[Stored data entries]
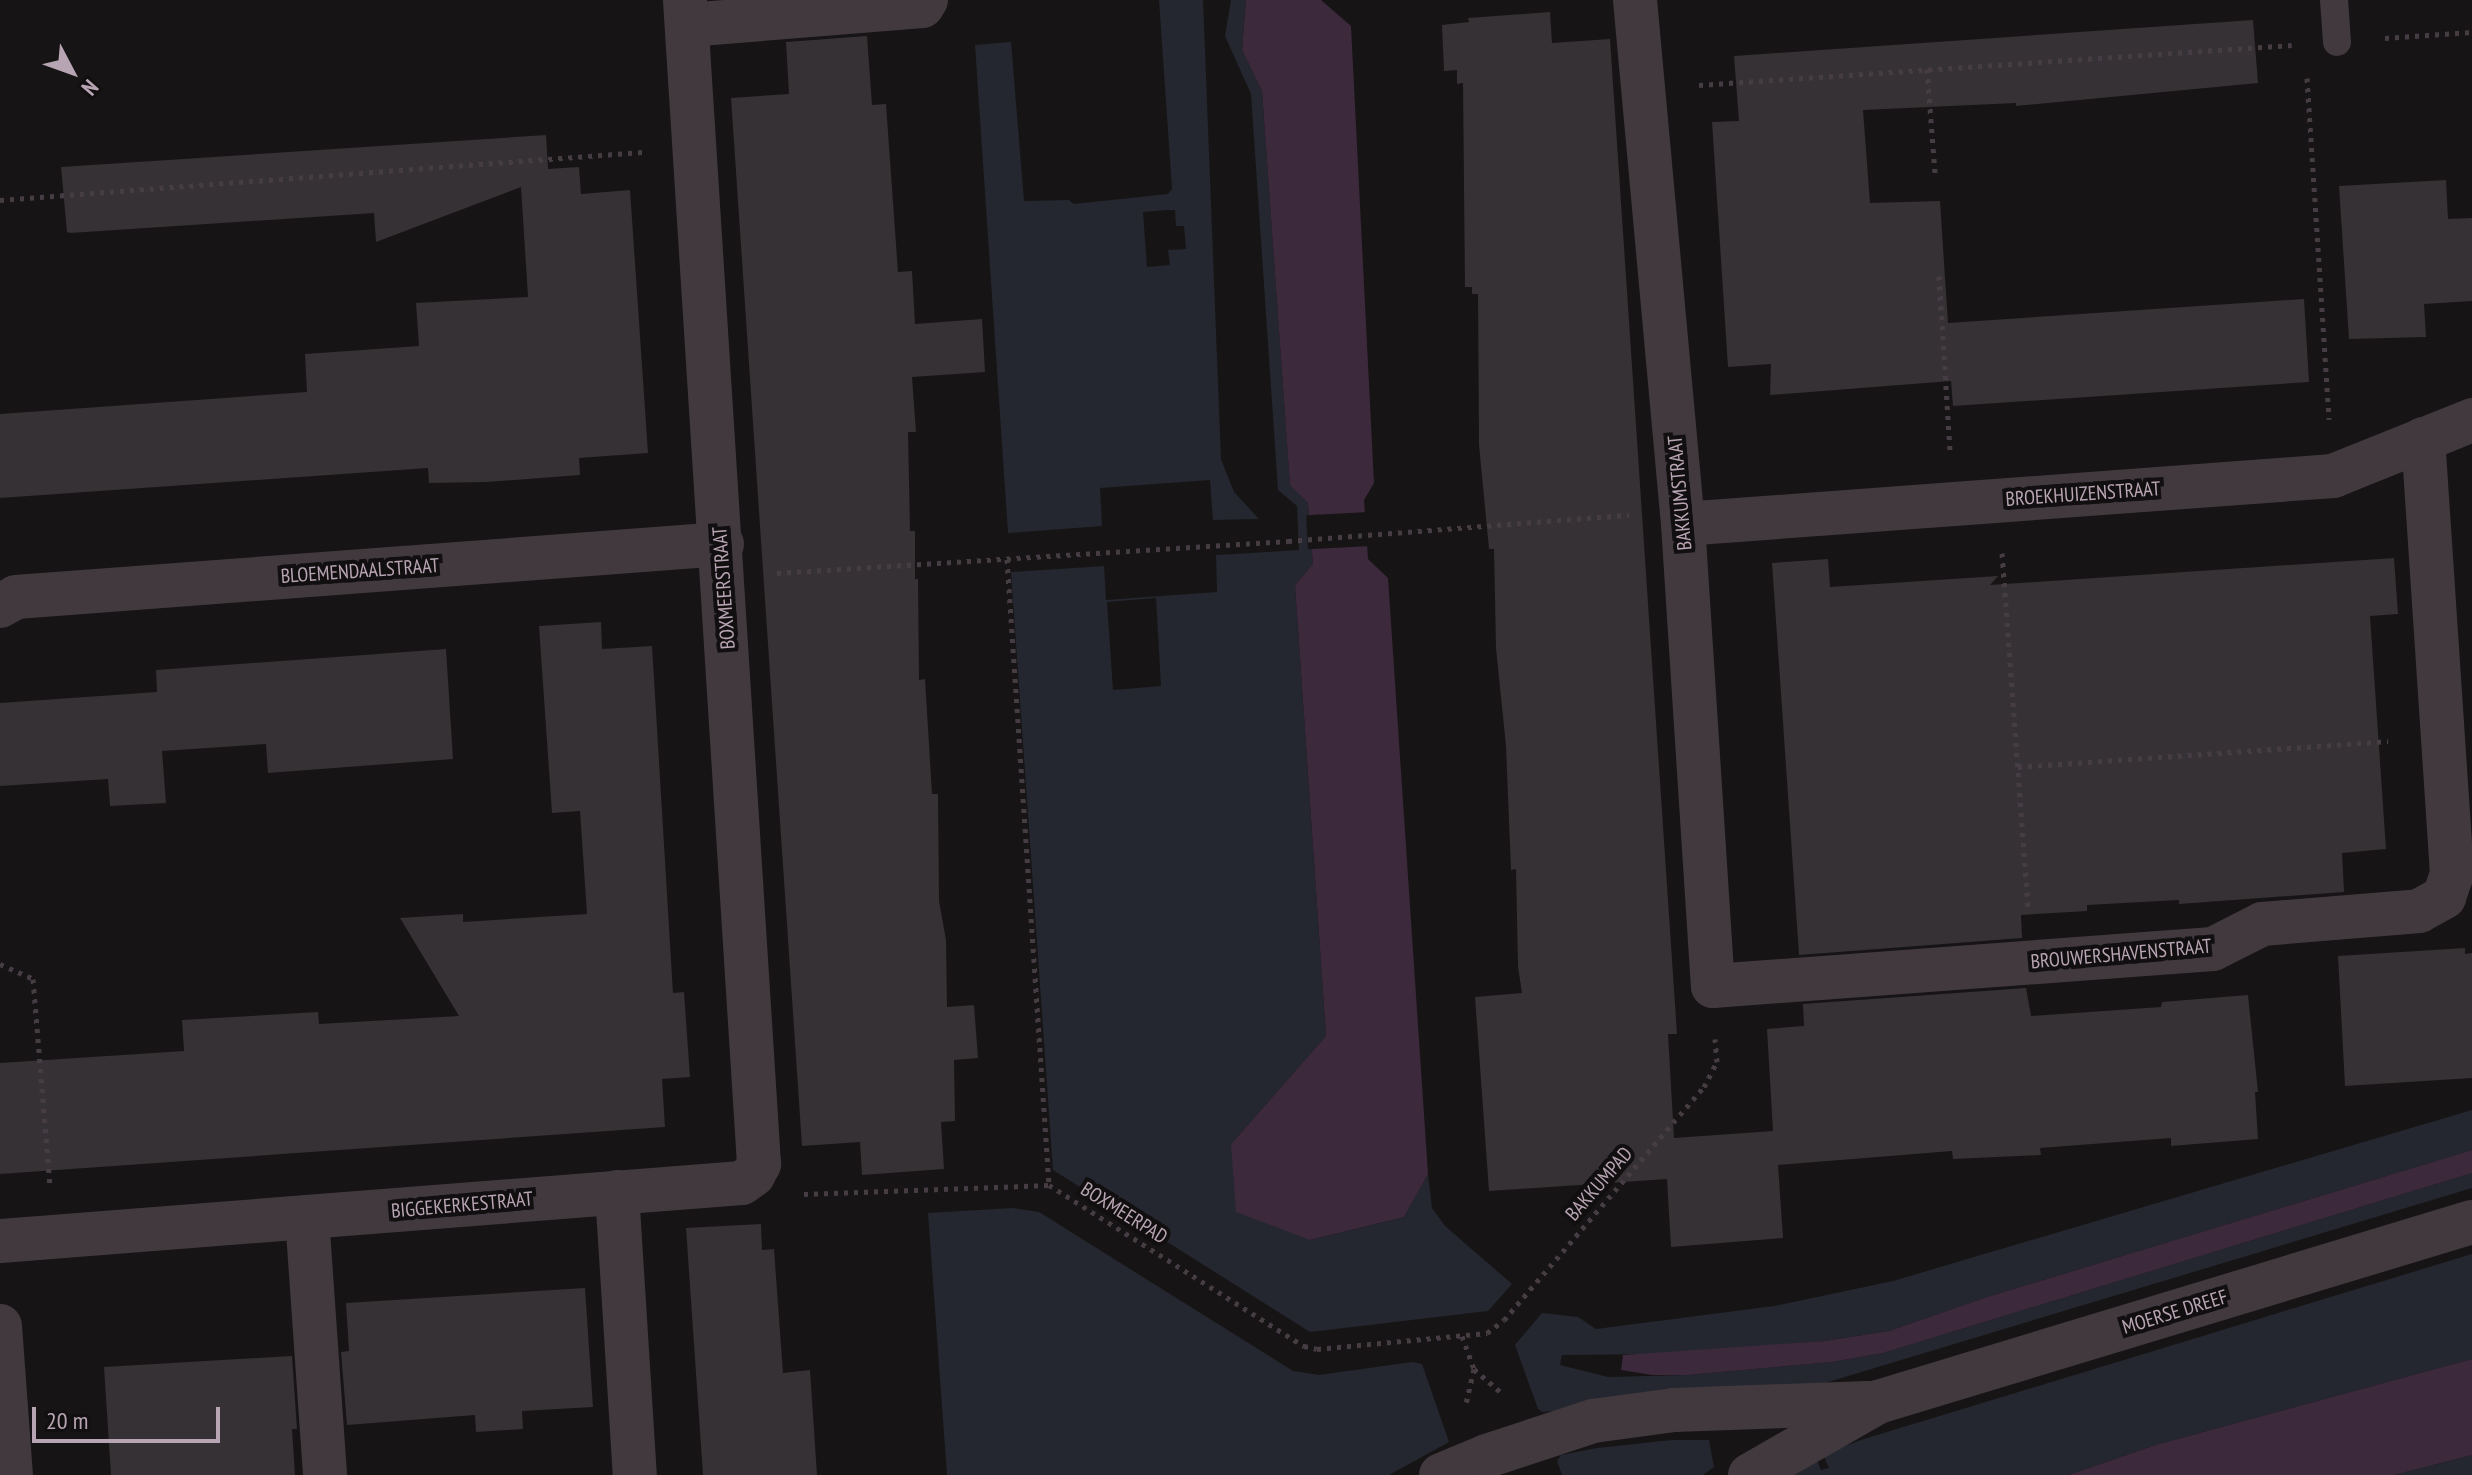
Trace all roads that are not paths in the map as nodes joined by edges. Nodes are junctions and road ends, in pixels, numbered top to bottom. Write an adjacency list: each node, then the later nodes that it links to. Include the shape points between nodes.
1 (926, 0): 4 (street, via 922,6)
2 (1635, 0): 8 (street, BAKKUMSTRAAT)
3 (2334, 0): 5 (lane)
4 (686, 13): 9 (street, BOXMEERSTRAAT)
5 (2337, 42)
6 (2472, 420): 7 (street, BROEKHUIZENSTRAAT)
7 (2423, 439): 8 (street, BROEKHUIZENSTRAAT, via 2333,476); 11 (street, BROUWERSHAVENSTRAAT, via 2452,874 2444,897 2419,911 2262,924 2213,949)
8 (1682, 518): 11 (street, BAKKUMSTRAAT)
9 (723, 560): 10 (street, BLOEMENDAALSTRAAT, via 16,597); 12 (street, BOXMEERSTRAAT, via 759,1164)
10 (0, 606)
11 (1713, 986)
12 (753, 1175): 13 (street, BIGGEKERKESTRAAT, via 742,1183)
13 (617, 1192): 14 (street, BIGGEKERKESTRAAT); 21 (street)
14 (307, 1217): 16 (street, BIGGEKERKESTRAAT); 20 (street)
15 (2472, 1222): 18 (street, MOERSE DREEF)
16 (0, 1241)
17 (0, 1326): 19 (street)
18 (1878, 1402): 22 (street, MOERSE DREEF, via 1674,1410 1593,1421); 23 (street, MOERSE DREEF)
19 (11, 1475)
20 (325, 1475)
21 (635, 1475)
22 (1441, 1475)
23 (1750, 1475)

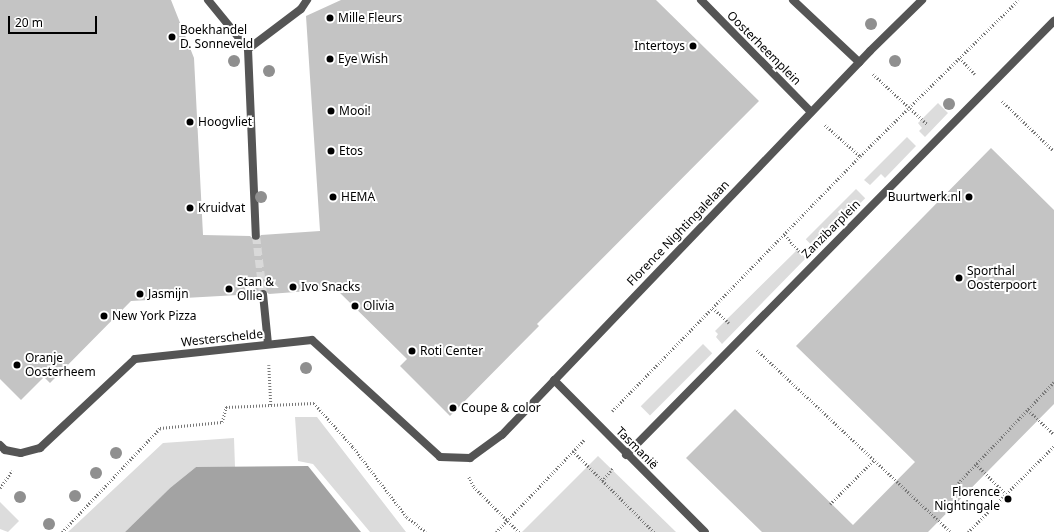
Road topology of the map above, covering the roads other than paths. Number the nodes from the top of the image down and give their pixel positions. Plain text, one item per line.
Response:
1 (208, 0) edge
2 (307, 0) edge
3 (700, 0) edge
4 (793, 0) edge
5 (922, 0) edge
6 (1054, 21) edge
7 (248, 49) junction
8 (859, 62) junction
9 (811, 112) junction
10 (256, 236) tunnel mouth
11 (263, 294) tunnel mouth
12 (268, 344) junction
13 (554, 380) junction
14 (0, 445) edge
15 (626, 455) junction
16 (440, 457) joint
17 (705, 532) edge

1 - 7 street
2 - 7 street
3 - 9 street, Oosterheemplein
4 - 8 street
5 - 8 street, Florence Nightingalelaan
6 - 15 street, Zanzibarplein
7 - 10 street
8 - 9 street, Florence Nightingalelaan
9 - 13 street, Florence Nightingalelaan
11 - 12 street
12 - 14 street, Westerschelde
12 - 16 street, Westerschelde
13 - 15 street, Tasmanië
13 - 16 street, Florence Nightingalelaan
15 - 17 street, Tasmanië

* **Problem**: Give again the closing portion of the entries, from the line with "Road topology of" through the last line. Keep it exact and add nothing.

* **Response**:
Road topology of the map above, covering the roads other than paths. Number the nodes from the top of the image down and give their pixel positions. Plain text, one item per line.
Response:
1 (208, 0) edge
2 (307, 0) edge
3 (700, 0) edge
4 (793, 0) edge
5 (922, 0) edge
6 (1054, 21) edge
7 (248, 49) junction
8 (859, 62) junction
9 (811, 112) junction
10 (256, 236) tunnel mouth
11 (263, 294) tunnel mouth
12 (268, 344) junction
13 (554, 380) junction
14 (0, 445) edge
15 (626, 455) junction
16 (440, 457) joint
17 (705, 532) edge

1 - 7 street
2 - 7 street
3 - 9 street, Oosterheemplein
4 - 8 street
5 - 8 street, Florence Nightingalelaan
6 - 15 street, Zanzibarplein
7 - 10 street
8 - 9 street, Florence Nightingalelaan
9 - 13 street, Florence Nightingalelaan
11 - 12 street
12 - 14 street, Westerschelde
12 - 16 street, Westerschelde
13 - 15 street, Tasmanië
13 - 16 street, Florence Nightingalelaan
15 - 17 street, Tasmanië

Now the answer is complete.